Why motorsport has a lot to thank John Webb for

I never got to meet John Webb. More’s the pity because I didn’t get the chance to say thank you. And there’s a lot I have to thank him for. But for Webb and all that he did at Brands Hatch and beyond, I probably wouldn’t be sitting at my desk right now writing about motor racing.

Brands, thanks to its proximity to my home through my childhood and adolescence, played a key role in firing my passion for the sport that became my living. (Close enough, I have always insisted, for me to hear the bark of a Cosworth DFV when Formula 1 cars were on track if the wind was in the right direction.) I was barely in my teens when I was allowed to go up to Brands unaccompanied. Those days watching everything with four wheels — and on one occasion two — that visited what will always remain for me the greatest circuit in the world are so important in my life story.

The late Webb, who was at the helm of Brands and its sister circuits from 1966 until 1989, created a vibrant home for all forms and levels of racing. I saw my first grand prix there in 1978 and, probably crucially as it turned out, my first international sportscar race, the 1000Km[s] in 1981. But just as important were my trips to clubbie meetings. Had I lived near any other circuit in the UK I don’t believe I would have got the same exposure to such a diverse range of motorsport.

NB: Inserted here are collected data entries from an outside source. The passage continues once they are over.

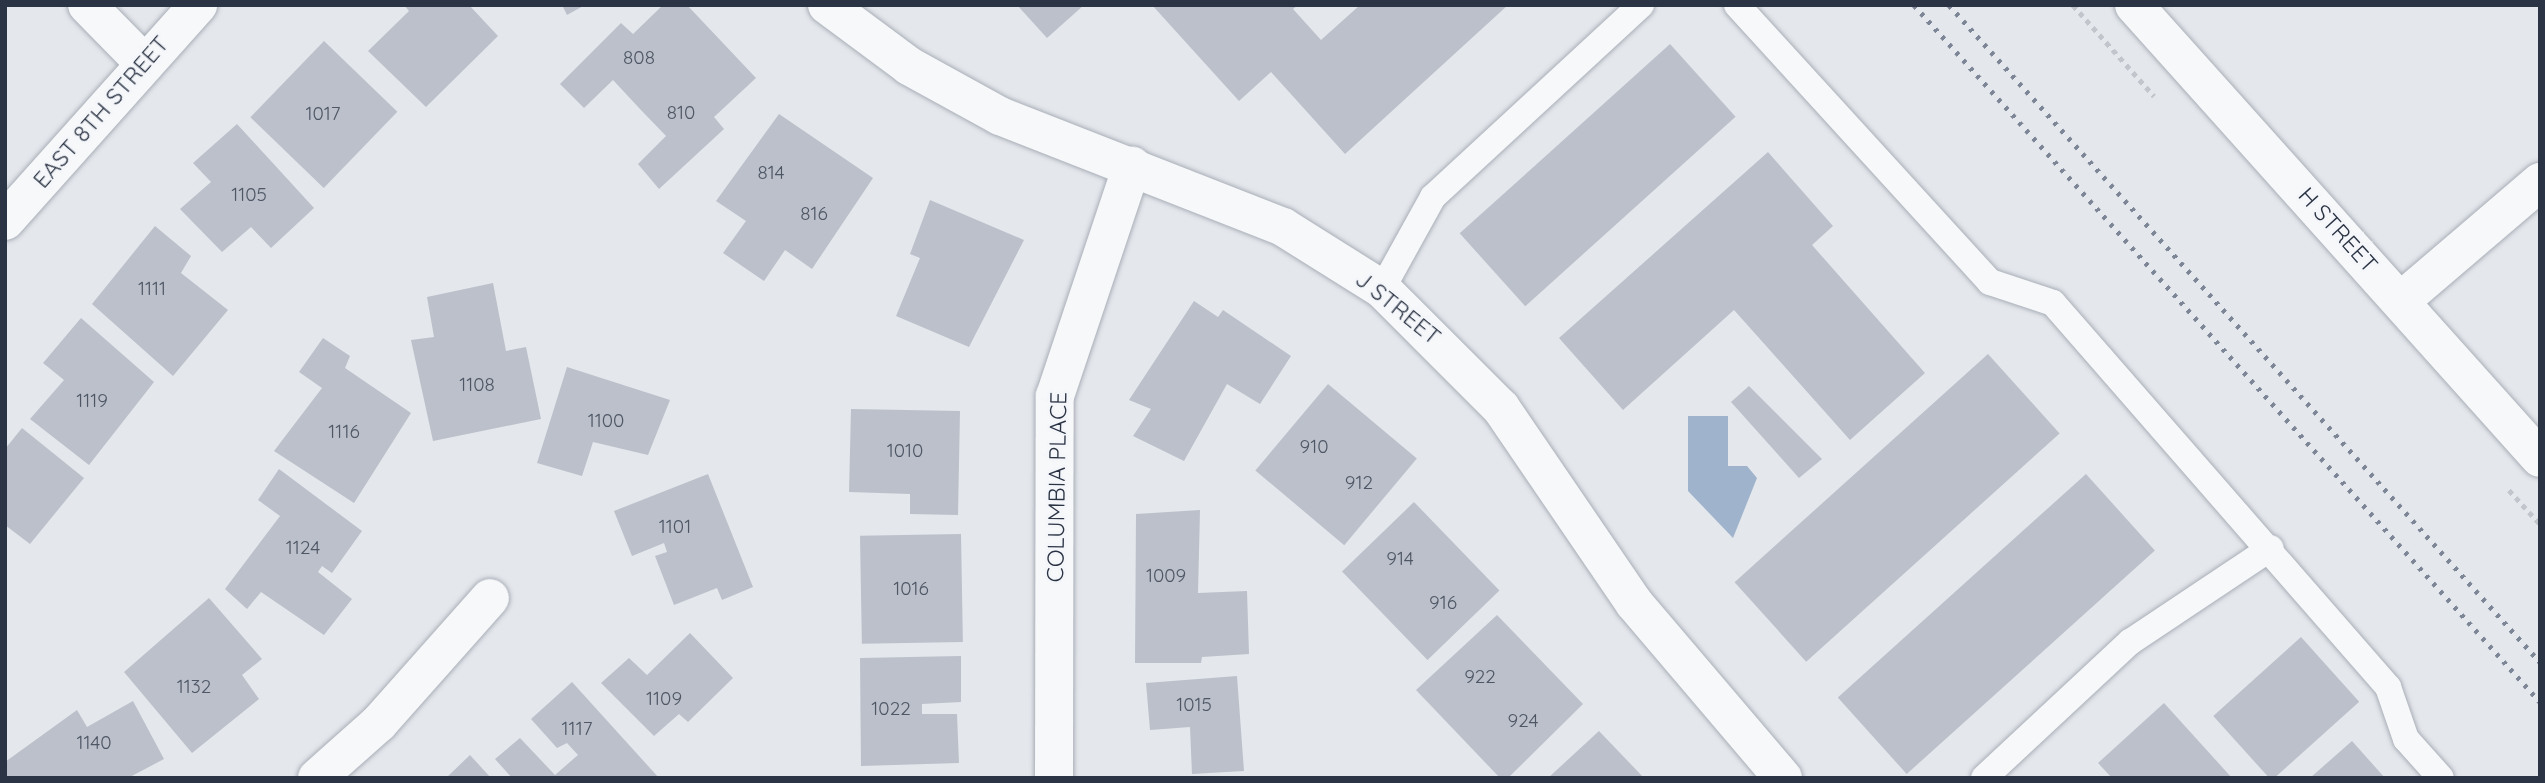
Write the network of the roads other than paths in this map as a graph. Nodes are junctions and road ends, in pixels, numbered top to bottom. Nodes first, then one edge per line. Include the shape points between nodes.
1 (87, 5) edge
2 (198, 5) edge
3 (827, 5) edge
4 (1641, 5) edge
5 (1737, 5) edge
6 (2134, 5) edge
7 (142, 61) junction
8 (1132, 166) junction
9 (2540, 181) edge
10 (5, 221) edge
11 (1382, 289) junction
12 (2402, 300) junction
13 (2540, 458) edge
14 (2271, 548) junction
15 (490, 598) dead end
16 (317, 778) edge
17 (1054, 778) edge
18 (1783, 778) edge
19 (1984, 778) edge
20 (2441, 778) edge

1 - 7 street
2 - 7 street, EAST 8TH STREET
3 - 8 street, J STREET via 909,66 1000,116
4 - 11 lane via 1433,197
5 - 14 lane via 1990,282 2053,303
6 - 12 street, H STREET
7 - 10 street, EAST 8TH STREET
8 - 11 street, J STREET via 1283,227
8 - 17 street, COLUMBIA PLACE via 1055,396
9 - 12 street
11 - 18 street, J STREET via 1501,408 1633,603
12 - 13 street, H STREET
14 - 19 lane via 2130,642
14 - 20 lane via 2388,687 2406,739
15 - 16 street via 379,723

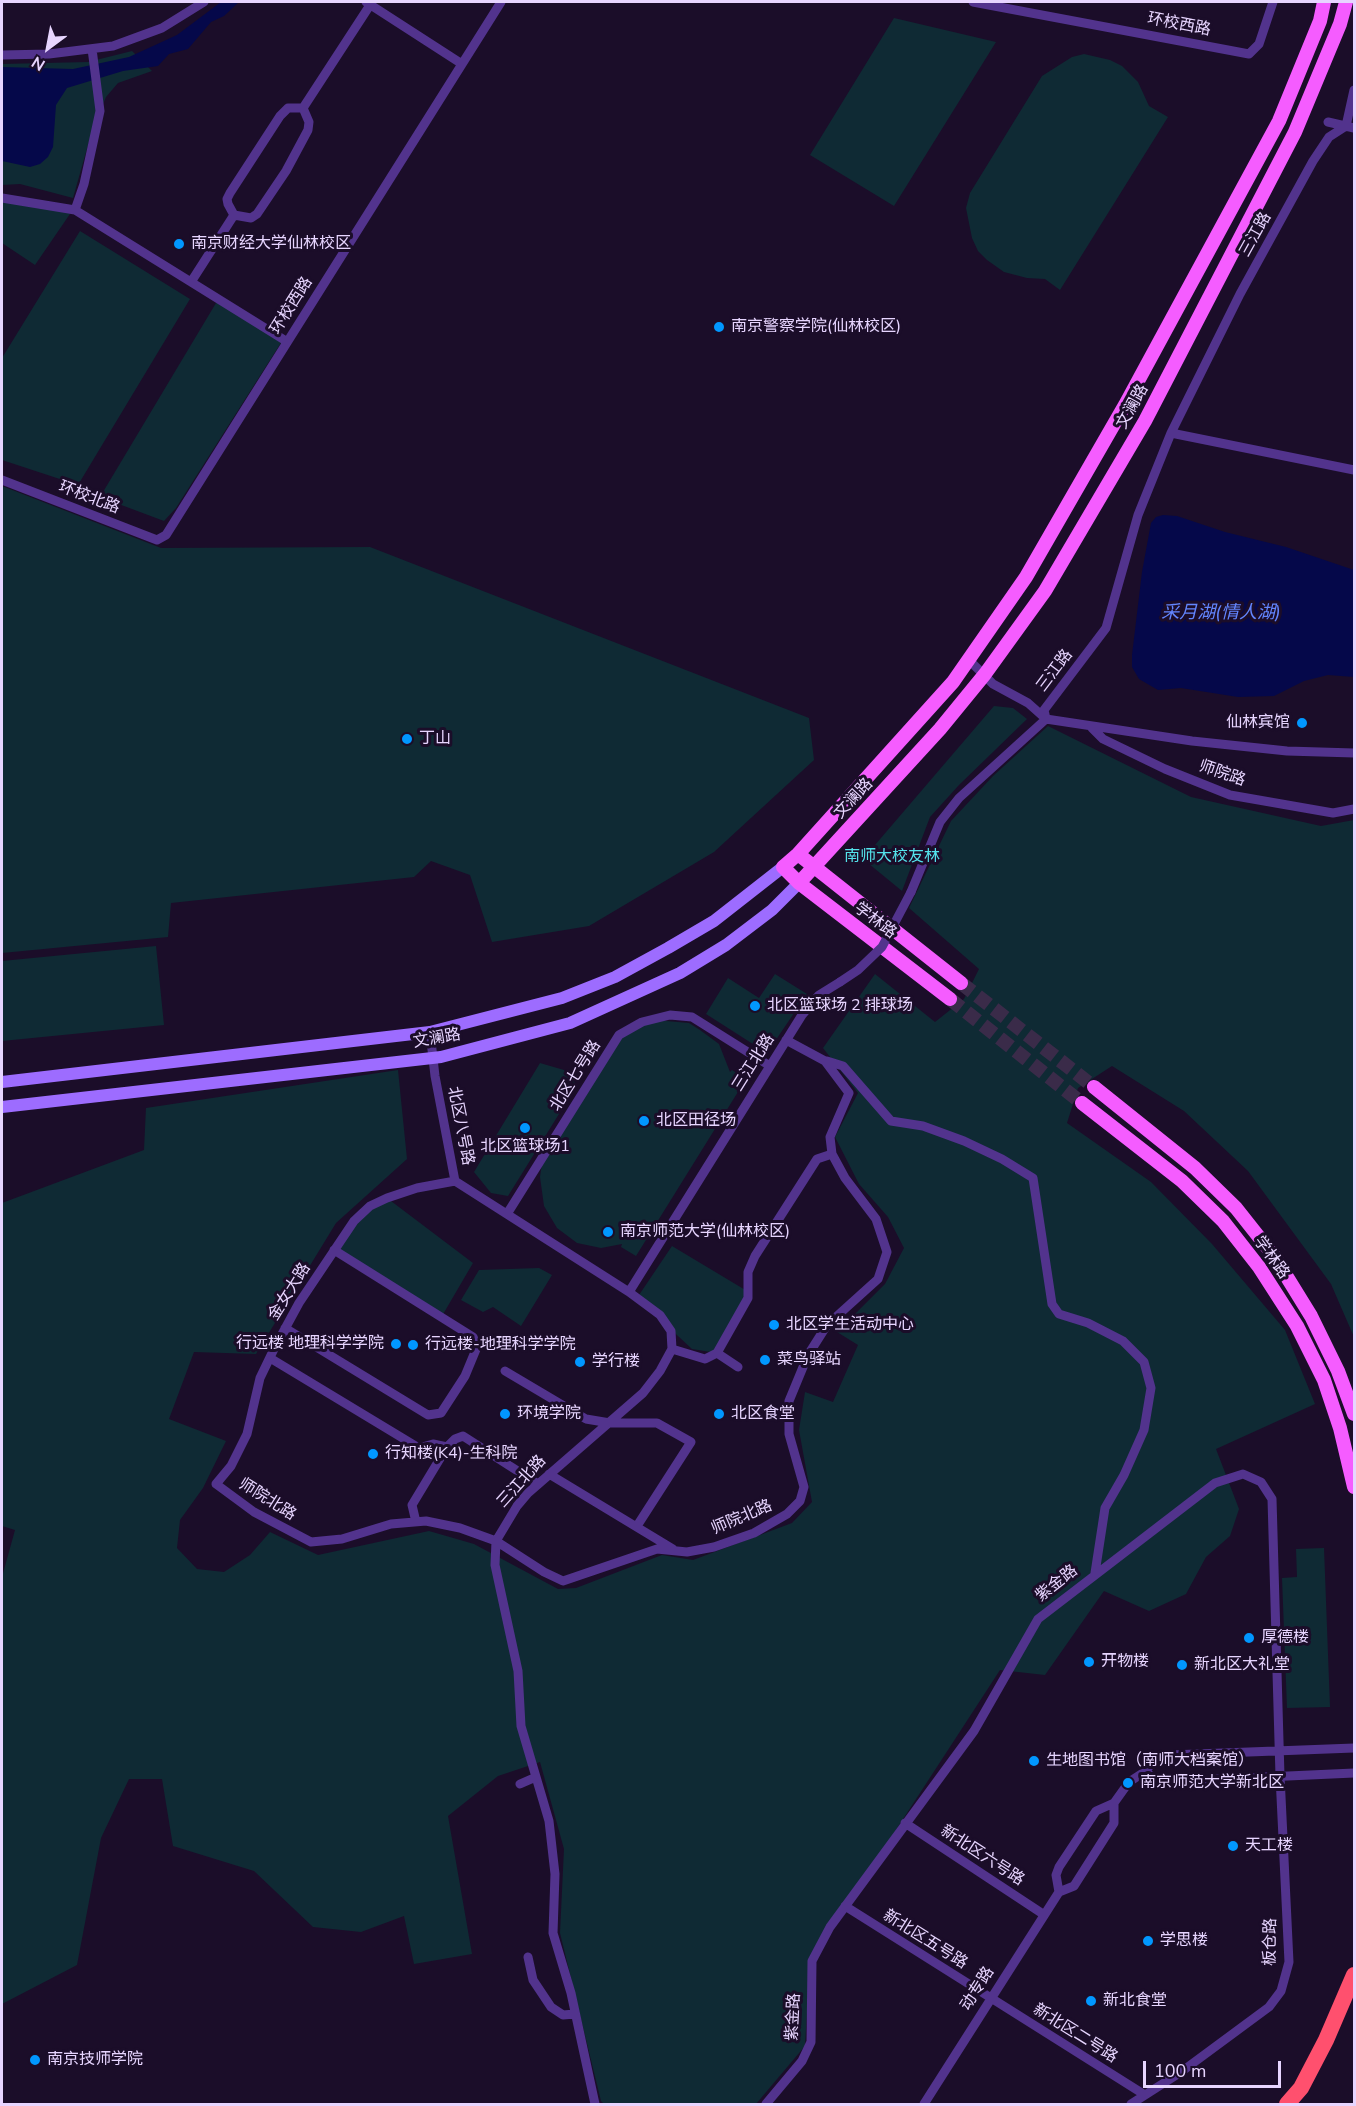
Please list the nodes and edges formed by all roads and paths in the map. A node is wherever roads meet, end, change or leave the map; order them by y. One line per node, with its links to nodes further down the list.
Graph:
1 (204, 2): 9 (street)
2 (369, 2): 11 (street); 13 (street)
3 (501, 2): 11 (street, 环校西路)
4 (974, 2): 8 (street, 环校西路)
5 (1273, 2): 8 (street, 环校西路)
6 (1324, 2): 25 (main road, 文澜路)
7 (1346, 2): 26 (main road, 文澜路)
8 (1014, 5)
9 (92, 49): 10 (street); 17 (street)
10 (2, 55)
11 (462, 64): 20 (street, 环校西路)
12 (1354, 90): 15 (street)
13 (303, 108): 18 (street); 18 (street)
14 (1328, 122): 15 (street)
15 (1351, 127): 21 (street, 三江路)
16 (2, 198): 17 (street)
17 (75, 210): 19 (street)
18 (234, 215): 19 (street)
19 (191, 282): 20 (street)
20 (286, 341): 24 (street, 环校西路)
21 (1171, 433): 22 (street); 27 (street, 三江路)
22 (1354, 470)
23 (2, 480): 24 (street, 环校北路)
24 (166, 535)
25 (969, 660): 26 (street, 师院路); 31 (main road, 文澜路)
26 (985, 674): 27 (street, 师院路); 33 (main road, 文澜路)
27 (1046, 719): 28 (street, 师院路); 35 (street, 三江路, bridge)
28 (1092, 728): 29 (street, 师院路); 30 (street, 师院路)
29 (1354, 753)
30 (1354, 809)
31 (798, 854): 32 (main road, 文澜路); 33 (main road, 学林路)
32 (783, 867): 34 (main road, 学林路); 39 (main road, 文澜路)
33 (813, 868): 34 (main road, 文澜路); 35 (main road, 学林路)
34 (799, 883): 36 (main road, 学林路); 41 (main road, 文澜路)
35 (892, 930): 36 (street, 三江路, bridge); 37 (main road, 学林路)
36 (882, 947): 38 (main road, 学林路); 40 (street, 三江北路, bridge)
37 (961, 983)
38 (950, 999)
39 (430, 1032): 41 (street, 北区八号路); 44 (main road, 文澜路)
40 (786, 1040): 42 (street); 43 (street, 三江北路)
41 (435, 1058): 47 (main road, 文澜路); 49 (street, 北区八号路)
42 (825, 1061): 48 (street); 70 (street)
43 (770, 1066): 50 (street, 北区七号路); 52 (street, 三江北路)
44 (2, 1082)
45 (1094, 1087): 59 (main road, 学林路)
46 (1082, 1103): 65 (main road, 学林路)
47 (2, 1107)
48 (832, 1154): 55 (street); 69 (street, 师院北路)
49 (455, 1181): 50 (street); 51 (street, 金女大路)
50 (507, 1214): 52 (street)
51 (334, 1250): 53 (street, 金女大路); 53 (street)
52 (629, 1292): 54 (street)
53 (285, 1328): 56 (street, 金女大路)
54 (672, 1349): 55 (street); 60 (street, 三江北路)
55 (717, 1353): 57 (street)
56 (270, 1358): 61 (street); 63 (street, 金女大路)
57 (738, 1367)
58 (505, 1371): 60 (street)
59 (1354, 1414)
60 (610, 1423): 62 (street, 三江北路); 67 (street)
61 (447, 1447): 64 (street); 66 (street)
62 (549, 1474): 64 (street, 三江北路); 67 (street)
63 (216, 1484): 66 (street, 师院北路)
64 (538, 1484): 68 (street, 三江北路)
65 (1354, 1487)
66 (416, 1522): 68 (street, 师院北路)
67 (637, 1526): 69 (street)
68 (496, 1541): 69 (street, 师院北路); 76 (street)
69 (678, 1551)
70 (1095, 1573): 72 (street, 紫金路); 79 (street, 紫金路)
71 (1354, 1748): 72 (street)
72 (1279, 1751): 73 (street); 75 (street, 紫金路)
73 (1146, 1771): 75 (street); 78 (street)
74 (1354, 1773): 75 (street)
75 (1280, 1776): 87 (street, 板仓路)
76 (536, 1777): 77 (street); 86 (street)
77 (520, 1784)
78 (1114, 1803): 80 (street, 动专路); 80 (street)
79 (905, 1823): 81 (street, 紫金路); 82 (street, 新北区六号路)
80 (1059, 1892): 82 (street, 动专路)
81 (845, 1906): 85 (street, 新北区五号路); 89 (street, 紫金路)
82 (1043, 1914): 85 (street, 动专路)
83 (528, 1957): 86 (street)
84 (1354, 1975): 92 (highway)
85 (990, 1998): 87 (street, 新北区二号路); 90 (street, 动专路)
86 (575, 2014): 88 (street)
87 (1145, 2095): 91 (street, 板仓路)
88 (595, 2104)
89 (766, 2104)
90 (924, 2104)
91 (1131, 2104)
92 (1287, 2104)

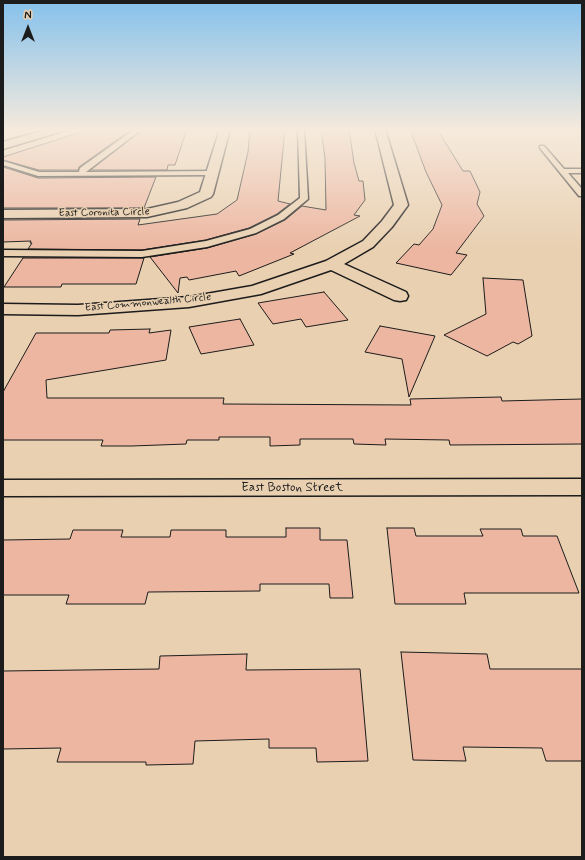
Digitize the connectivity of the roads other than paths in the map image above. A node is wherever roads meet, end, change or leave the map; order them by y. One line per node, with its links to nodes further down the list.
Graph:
1 (23, 169): 10 (lane)
2 (84, 169): 10 (lane)
3 (213, 169): 9 (street, East Coronita Circle)
4 (303, 169): 13 (lane)
5 (391, 169): 14 (street, East Commonwealth Circle)
6 (561, 169): 8 (lane)
7 (582, 171): 8 (lane)
8 (563, 172): 11 (lane)
9 (212, 173): 10 (lane); 12 (street, East Coronita Circle)
10 (81, 174)
11 (582, 194)
12 (3, 214)
13 (3, 253)
14 (332, 264): 15 (street); 16 (street, East Commonwealth Circle)
15 (400, 296)
16 (3, 309)
17 (582, 487): 18 (street, East Boston Street)
18 (3, 488)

I look back on that period of my life with such joy. Just think about what I got to see over those years in the late 1970s and the first half of the ‘80s before I went off to university. Formula 1 cars on track multiple times a year, for a start, at least for a few of those years.

Webb, as long time Brands commentator Brian Jones once put it to me, believed that the race-going public liked to feel the earth rumble beneath them. That explains why he brought Formula 5000 to the UK and then created the British Formula 1 Championship — universally known as Aurora after the slot-car maker that sponsored it. Ditto Thundersports — a favourite of mine just for the sheer diversity of machinery — and Thundersaloons, a series for which I was something called media co-ordinator during a brief stint on the press office staff at Brands.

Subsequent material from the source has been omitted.